City officials are still yet to confirm the ban, but The Humane Society International and the Duo Duo Project have announced the news of the ban on Thursday.

Anyone caught selling dog meat in the week leading up to the Yulin Lychee and Dog Meat Festival will face fines of 100,000 renminbi ($14,500) and possible prison.

NYtimes reports: While there have been previous attempts to curtail sales of dog meat, this is believed to be the first time that the government had threatened concrete penalties.

“I’m optimistic,” Peter J. Li, a China policy adviser to Humane Society International, said in a telephone interview. “Of course we understand that no law can completely deter the sale of dog meat in Yulin. But this ban suggests that the government is becoming more serious about taking action in a determined way.”

Animal rights supporters were calling it a “milestone victory” in the campaign to end the consumption of dogs in China.

Activists said notice of the temporary prohibition was conveyed orally to local restaurant owners and vendors. In the past, officials have mostly skirted the issue, insisting that the festival is a local tradition signaling the summer solstice and not organized or endorsed by the government. Reached by telephone on Thursday, employees at four government departments in Yulin, including the food safety bureau, said that they had not heard of a ban.

“I don’t think they will publicly acknowledge it,” said Andrea Gung, the founder of the Duo Duo Project, referring to the government officials. “But my source spoke with every single one of the dog meat vendors at Dongkou” — Yulin’s main market for the meat — “and they all said the same thing: a seven-day ban on dog meat sales starting on June 15.”

It remains to be seen to what extent a ban will be enforced. The ban lasts only a week. While this covers the days before the festival and its opening, when a majority of the dogs are typically killed and consumed, activists expect that most, if not all, of the dog meat vendors will resume selling once the ban is lifted. In addition, it is unclear whether the prohibition extends to cats, which are also consumed during the festival, though their meat is less popular.

“Even though these dog meat traders will probably return to business as usual, the ban still sends a clear signal: From now on, your livelihood and your business will only become much more difficult,” Mr. Li said.

The ban is the latest development in what has become a highly charged standoff between animal welfare advocates and residents and dog meat vendors in Yulin.

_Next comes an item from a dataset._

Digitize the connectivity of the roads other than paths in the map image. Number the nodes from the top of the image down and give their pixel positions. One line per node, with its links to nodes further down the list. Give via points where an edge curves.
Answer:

Animal lovers have grown increasingly vocal in their calls to shut down the festival, which activists say was only started in 2010 by dog meat vendors to increase sales. More than 10,000 dogs — many of which are believed to be stolen pets — are said to be consumed at the celebrations every year.

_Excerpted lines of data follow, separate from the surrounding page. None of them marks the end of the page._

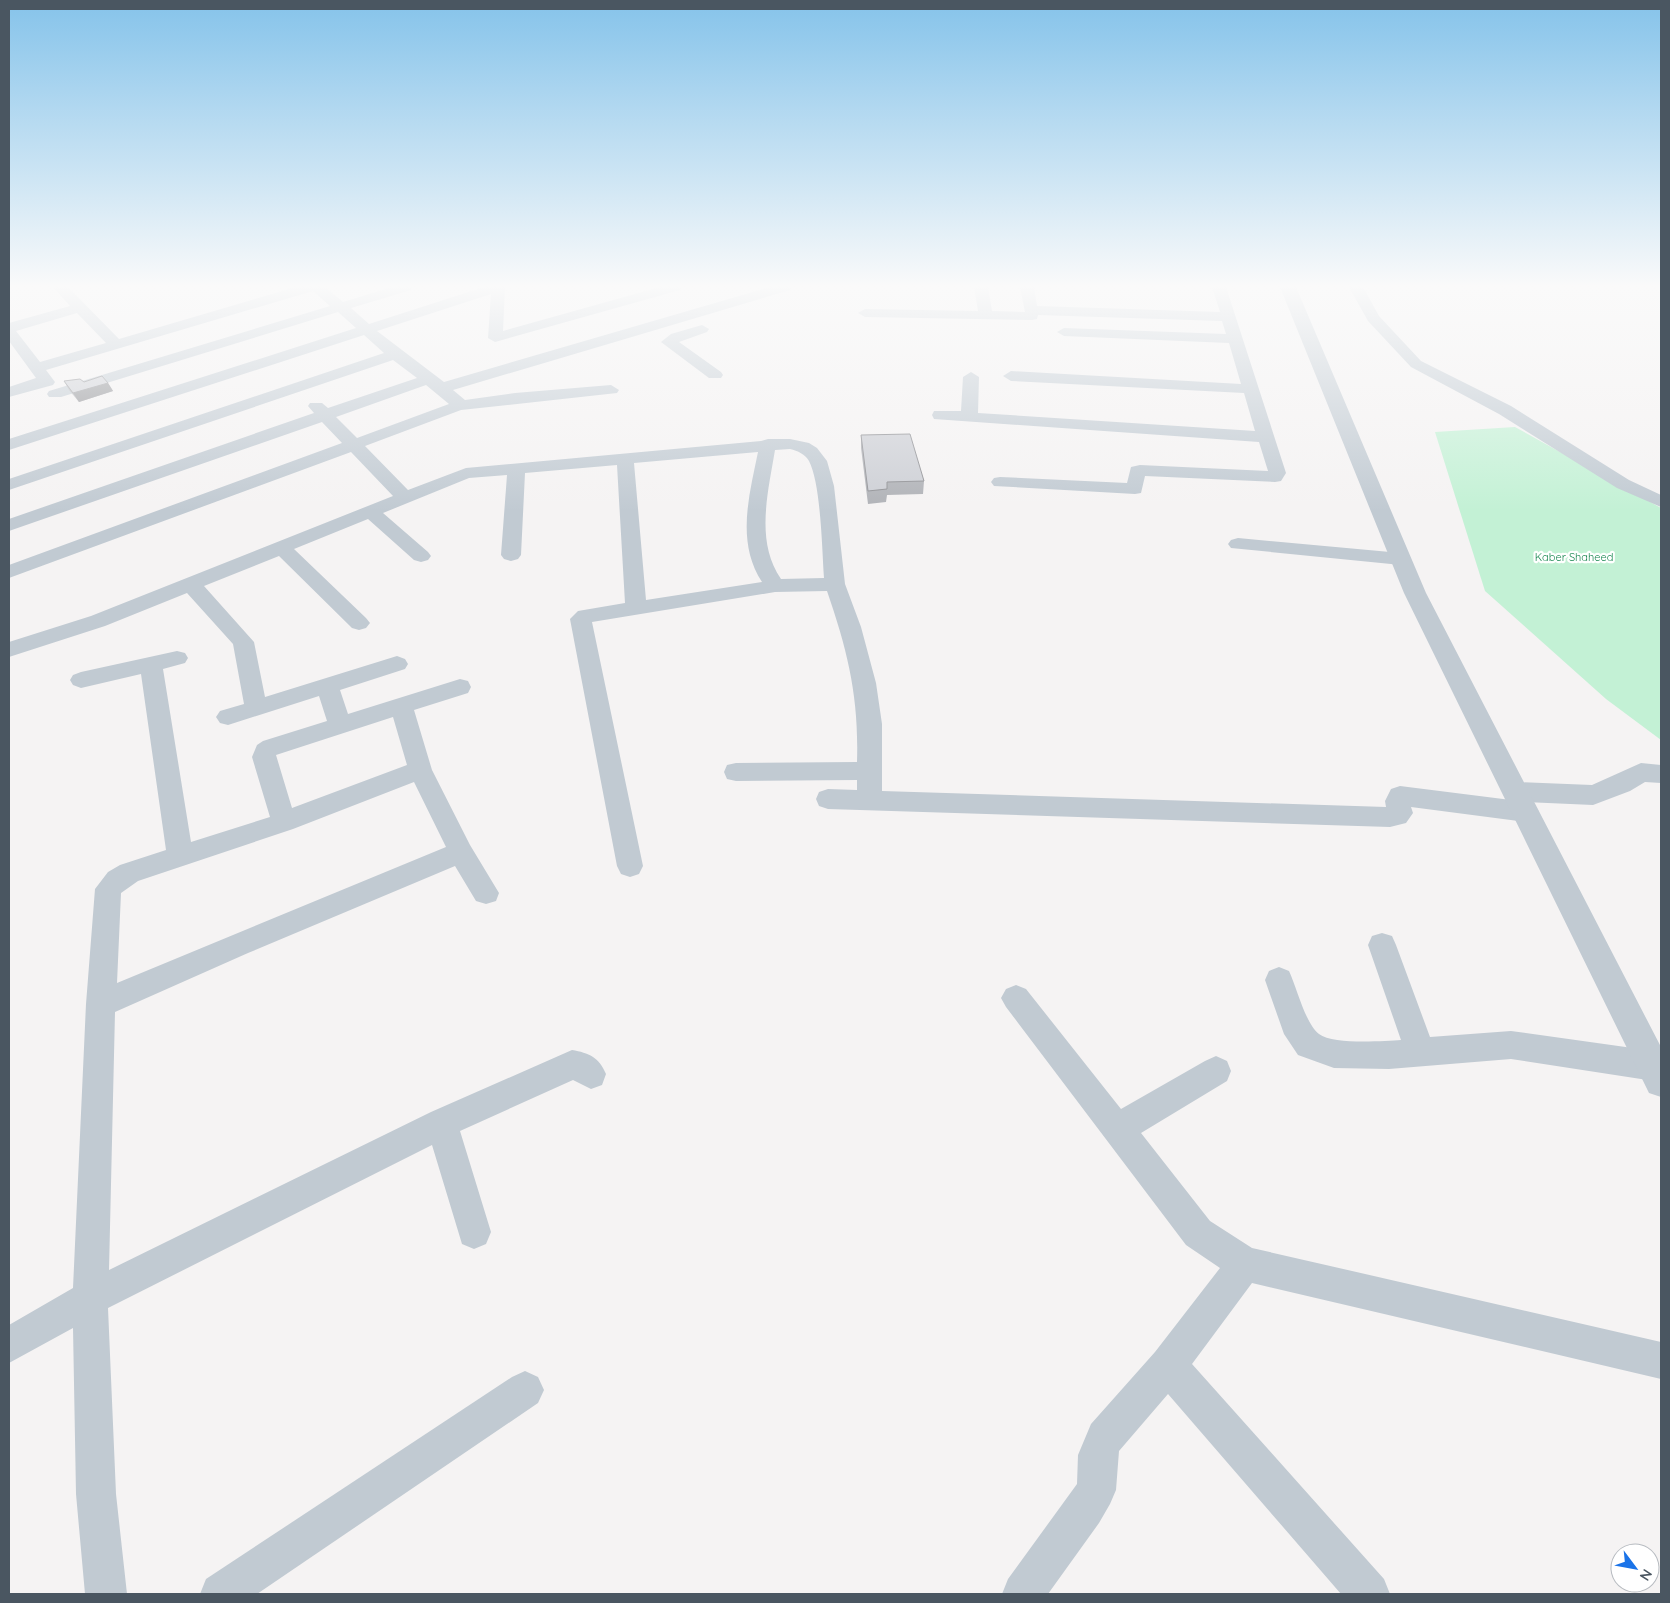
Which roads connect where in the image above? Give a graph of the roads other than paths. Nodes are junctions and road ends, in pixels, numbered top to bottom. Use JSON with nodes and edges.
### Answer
{"nodes":[{"id":1,"x":32,"y":362,"type":"edge"},
{"id":2,"x":71,"y":362,"type":"edge"},
{"id":3,"x":163,"y":362,"type":"edge"},
{"id":4,"x":266,"y":362,"type":"edge"},
{"id":5,"x":306,"y":362,"type":"edge"},
{"id":6,"x":353,"y":362,"type":"edge"},
{"id":7,"x":405,"y":362,"type":"edge"},
{"id":8,"x":486,"y":362,"type":"edge"},
{"id":9,"x":515,"y":362,"type":"edge"},
{"id":10,"x":696,"y":362,"type":"edge"},
{"id":11,"x":1243,"y":362,"type":"edge"},
{"id":12,"x":1319,"y":362,"type":"edge"},
{"id":13,"x":1414,"y":362,"type":"edge"},
{"id":14,"x":469,"y":367,"type":"dead end"},
{"id":15,"x":41,"y":374,"type":"junction"},
{"id":16,"x":281,"y":375,"type":"junction"},
{"id":17,"x":715,"y":376,"type":"dead end"},
{"id":18,"x":1010,"y":376,"type":"dead end"},
{"id":19,"x":971,"y":377,"type":"dead end"},
{"id":20,"x":435,"y":384,"type":"junction"},
{"id":21,"x":1251,"y":388,"type":"junction"},
{"id":22,"x":611,"y":390,"type":"dead end"},
{"id":23,"x":9,"y":392,"type":"edge"},
{"id":24,"x":55,"y":394,"type":"junction"},
{"id":25,"x":458,"y":406,"type":"junction"},
{"id":26,"x":326,"y":415,"type":"junction"},
{"id":27,"x":940,"y":415,"type":"dead end"},
{"id":28,"x":969,"y":417,"type":"junction"},
{"id":29,"x":75,"y":423,"type":"junction"},
{"id":30,"x":1266,"y":437,"type":"junction"},
{"id":31,"x":768,"y":444,"type":"junction"},
{"id":32,"x":9,"y":445,"type":"edge"},
{"id":33,"x":355,"y":445,"type":"junction"},
{"id":34,"x":625,"y":458,"type":"junction"},
{"id":35,"x":259,"y":459,"type":"junction"},
{"id":36,"x":516,"y":468,"type":"junction"},
{"id":37,"x":1000,"y":482,"type":"dead end"},
{"id":38,"x":9,"y":484,"type":"edge"},
{"id":39,"x":405,"y":498,"type":"junction"},
{"id":40,"x":1661,"y":502,"type":"edge"},
{"id":41,"x":370,"y":511,"type":"junction"},
{"id":42,"x":9,"y":525,"type":"edge"},
{"id":43,"x":1238,"y":544,"type":"dead end"},
{"id":44,"x":281,"y":547,"type":"junction"},
{"id":45,"x":511,"y":555,"type":"dead end"},
{"id":46,"x":420,"y":556,"type":"dead end"},
{"id":47,"x":1401,"y":558,"type":"junction"},
{"id":48,"x":9,"y":572,"type":"edge"},
{"id":49,"x":191,"y":584,"type":"junction"},
{"id":50,"x":835,"y":584,"type":"junction"},
{"id":51,"x":775,"y":586,"type":"junction"},
{"id":52,"x":636,"y":609,"type":"junction"},
{"id":53,"x":359,"y":623,"type":"dead end"},
{"id":54,"x":9,"y":650,"type":"edge"},
{"id":55,"x":177,"y":658,"type":"dead end"},
{"id":56,"x":151,"y":664,"type":"junction"},
{"id":57,"x":397,"y":664,"type":"dead end"},
{"id":58,"x":81,"y":680,"type":"dead end"},
{"id":59,"x":327,"y":686,"type":"junction"},
{"id":60,"x":460,"y":687,"type":"dead end"},
{"id":61,"x":401,"y":706,"type":"junction"},
{"id":62,"x":256,"y":708,"type":"junction"},
{"id":63,"x":228,"y":717,"type":"dead end"},
{"id":64,"x":340,"y":725,"type":"junction"},
{"id":65,"x":420,"y":770,"type":"junction"},
{"id":66,"x":869,"y":771,"type":"junction"},
{"id":67,"x":736,"y":772,"type":"dead end"},
{"id":68,"x":1661,"y":774,"type":"edge"},
{"id":69,"x":828,"y":799,"type":"dead end"},
{"id":70,"x":869,"y":800,"type":"junction"},
{"id":71,"x":1520,"y":802,"type":"junction"},
{"id":72,"x":284,"y":822,"type":"junction"},
{"id":73,"x":461,"y":852,"type":"junction"},
{"id":74,"x":180,"y":858,"type":"junction"},
{"id":75,"x":630,"y":866,"type":"dead end"},
{"id":76,"x":486,"y":894,"type":"dead end"},
{"id":77,"x":1382,"y":945,"type":"dead end"},
{"id":78,"x":1279,"y":980,"type":"dead end"},
{"id":79,"x":1016,"y":998,"type":"dead end"},
{"id":80,"x":101,"y":1004,"type":"junction"},
{"id":81,"x":1420,"y":1052,"type":"junction"},
{"id":82,"x":1216,"y":1071,"type":"dead end"},
{"id":83,"x":591,"y":1074,"type":"dead end"},
{"id":84,"x":1657,"y":1074,"type":"edge"},
{"id":85,"x":442,"y":1123,"type":"junction"},
{"id":86,"x":1117,"y":1129,"type":"junction"},
{"id":87,"x":474,"y":1232,"type":"dead end"},
{"id":88,"x":1245,"y":1264,"type":"junction"},
{"id":89,"x":90,"y":1298,"type":"junction"},
{"id":90,"x":9,"y":1345,"type":"edge"},
{"id":91,"x":1661,"y":1361,"type":"edge"},
{"id":92,"x":1168,"y":1365,"type":"junction"},
{"id":93,"x":525,"y":1390,"type":"dead end"},
{"id":94,"x":106,"y":1594,"type":"edge"},
{"id":95,"x":221,"y":1594,"type":"edge"},
{"id":96,"x":1022,"y":1594,"type":"edge"},
{"id":97,"x":1368,"y":1594,"type":"edge"}],
"edges":[{"from":1,"to":15,"type":"street"},
{"from":2,"to":15,"type":"street"},
{"from":3,"to":24,"type":"street"},
{"from":4,"to":16,"type":"street"},
{"from":5,"to":16,"type":"street"},
{"from":6,"to":16,"type":"street"},
{"from":7,"to":20,"type":"street"},
{"from":8,"to":14,"type":"street"},
{"from":9,"to":20,"type":"street"},
{"from":10,"to":17,"type":"street"},
{"from":11,"to":21,"type":"street"},
{"from":12,"to":47,"type":"street"},
{"from":13,"to":40,"type":"street"},
{"from":15,"to":23,"type":"street"},
{"from":15,"to":24,"type":"street"},
{"from":16,"to":26,"type":"street"},
{"from":16,"to":29,"type":"street"},
{"from":16,"to":38,"type":"street"},
{"from":18,"to":21,"type":"street"},
{"from":19,"to":28,"type":"street"},
{"from":20,"to":25,"type":"street"},
{"from":20,"to":26,"type":"street"},
{"from":21,"to":30,"type":"street"},
{"from":22,"to":25,"type":"street"},
{"from":24,"to":29,"type":"street"},
{"from":25,"to":33,"type":"street"},
{"from":26,"to":33,"type":"street"},
{"from":26,"to":35,"type":"street"},
{"from":27,"to":28,"type":"street"},
{"from":28,"to":30,"type":"street"},
{"from":29,"to":32,"type":"street"},
{"from":30,"to":37,"type":"street"},
{"from":31,"to":34,"type":"street"},
{"from":31,"to":50,"type":"street"},
{"from":31,"to":51,"type":"street"},
{"from":33,"to":35,"type":"street"},
{"from":33,"to":39,"type":"street"},
{"from":34,"to":36,"type":"street"},
{"from":34,"to":52,"type":"street"},
{"from":35,"to":42,"type":"street"},
{"from":35,"to":48,"type":"street"},
{"from":36,"to":39,"type":"street"},
{"from":36,"to":45,"type":"street"},
{"from":39,"to":41,"type":"street"},
{"from":41,"to":44,"type":"street"},
{"from":41,"to":46,"type":"street"},
{"from":43,"to":47,"type":"street"},
{"from":44,"to":49,"type":"street"},
{"from":44,"to":53,"type":"street"},
{"from":47,"to":71,"type":"street"},
{"from":49,"to":54,"type":"street"},
{"from":49,"to":62,"type":"street"},
{"from":50,"to":51,"type":"street"},
{"from":50,"to":66,"type":"street"},
{"from":51,"to":52,"type":"street"},
{"from":52,"to":75,"type":"street"},
{"from":55,"to":56,"type":"street"},
{"from":56,"to":58,"type":"street"},
{"from":56,"to":74,"type":"street"},
{"from":57,"to":59,"type":"street"},
{"from":59,"to":62,"type":"street"},
{"from":59,"to":64,"type":"street"},
{"from":60,"to":61,"type":"street"},
{"from":61,"to":64,"type":"street"},
{"from":61,"to":65,"type":"street"},
{"from":62,"to":63,"type":"street"},
{"from":64,"to":72,"type":"street"},
{"from":65,"to":72,"type":"street"},
{"from":65,"to":73,"type":"street"},
{"from":66,"to":67,"type":"street"},
{"from":66,"to":70,"type":"street"},
{"from":68,"to":71,"type":"street"},
{"from":69,"to":70,"type":"street"},
{"from":70,"to":71,"type":"street"},
{"from":71,"to":84,"type":"street"},
{"from":72,"to":74,"type":"street"},
{"from":73,"to":76,"type":"street"},
{"from":73,"to":80,"type":"street"},
{"from":74,"to":80,"type":"street"},
{"from":77,"to":81,"type":"street"},
{"from":78,"to":81,"type":"street"},
{"from":79,"to":86,"type":"street"},
{"from":80,"to":89,"type":"street"},
{"from":81,"to":84,"type":"street"},
{"from":82,"to":86,"type":"street"},
{"from":83,"to":85,"type":"street"},
{"from":85,"to":87,"type":"street"},
{"from":85,"to":89,"type":"street"},
{"from":86,"to":88,"type":"street"},
{"from":88,"to":91,"type":"street"},
{"from":88,"to":92,"type":"street"},
{"from":89,"to":90,"type":"street"},
{"from":89,"to":94,"type":"street"},
{"from":92,"to":96,"type":"street"},
{"from":92,"to":97,"type":"street"},
{"from":93,"to":95,"type":"street"}]}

As international scrutiny has intensified, residents and dog meat vendors have become increasingly defensive. Activists say only about 30 percent of people in Yulin eat dog meat regularly, but many residents say they feel they have been unfairly targeted. Eating dog meat and lychees during the summer solstice, they argue, is a longstanding local custom, and no different from eating cows or pigs.

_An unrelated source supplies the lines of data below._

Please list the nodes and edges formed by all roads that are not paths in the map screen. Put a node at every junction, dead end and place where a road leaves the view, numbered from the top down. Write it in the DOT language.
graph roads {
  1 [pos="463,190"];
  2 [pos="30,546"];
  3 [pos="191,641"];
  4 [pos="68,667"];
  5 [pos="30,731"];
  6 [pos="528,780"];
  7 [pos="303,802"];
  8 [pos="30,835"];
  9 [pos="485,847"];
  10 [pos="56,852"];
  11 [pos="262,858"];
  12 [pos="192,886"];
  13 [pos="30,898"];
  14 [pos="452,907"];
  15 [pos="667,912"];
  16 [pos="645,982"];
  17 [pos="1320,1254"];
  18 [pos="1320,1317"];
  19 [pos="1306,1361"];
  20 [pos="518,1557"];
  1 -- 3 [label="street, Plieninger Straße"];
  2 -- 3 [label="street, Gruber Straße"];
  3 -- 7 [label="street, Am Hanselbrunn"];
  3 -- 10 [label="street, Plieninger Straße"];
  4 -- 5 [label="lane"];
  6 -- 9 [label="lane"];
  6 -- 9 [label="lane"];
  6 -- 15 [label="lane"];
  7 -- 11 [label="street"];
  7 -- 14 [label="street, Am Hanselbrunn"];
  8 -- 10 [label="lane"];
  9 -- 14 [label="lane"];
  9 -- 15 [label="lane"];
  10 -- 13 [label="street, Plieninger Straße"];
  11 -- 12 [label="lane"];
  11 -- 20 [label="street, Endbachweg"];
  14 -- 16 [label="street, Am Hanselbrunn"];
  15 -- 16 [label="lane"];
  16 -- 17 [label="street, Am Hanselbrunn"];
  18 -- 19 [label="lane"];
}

But in recent years, what began as a mostly international movement, led by celebrities like Ricky Gervais and Gisele Bündchen, has gained more support in China, where the issue of animal rights is given more space for debate relative to other grass-roots topics.

As pet ownership rates have risen, local animal rights advocates have become more active, regularly intercepting trucks filled with trafficked dogs and organizing social media campaigns to raise awareness about issues like dog meat consumption, a practice that is found mostly in the northeast and in the southern regions of Guangxi and Guangdong.

Now, calls to end the festival have become so widespread that it has become the focal point of a broader campaign to end dog meat consumption in China and the often-brutal practices associated with its largely unregulated trade.

“A big credit goes to the Chinese activists,” Ms. Gung said. “Usually most of the foreign activists take off after the festival ends, but these local activists, they stick around, and they still talk about it, they care about it.”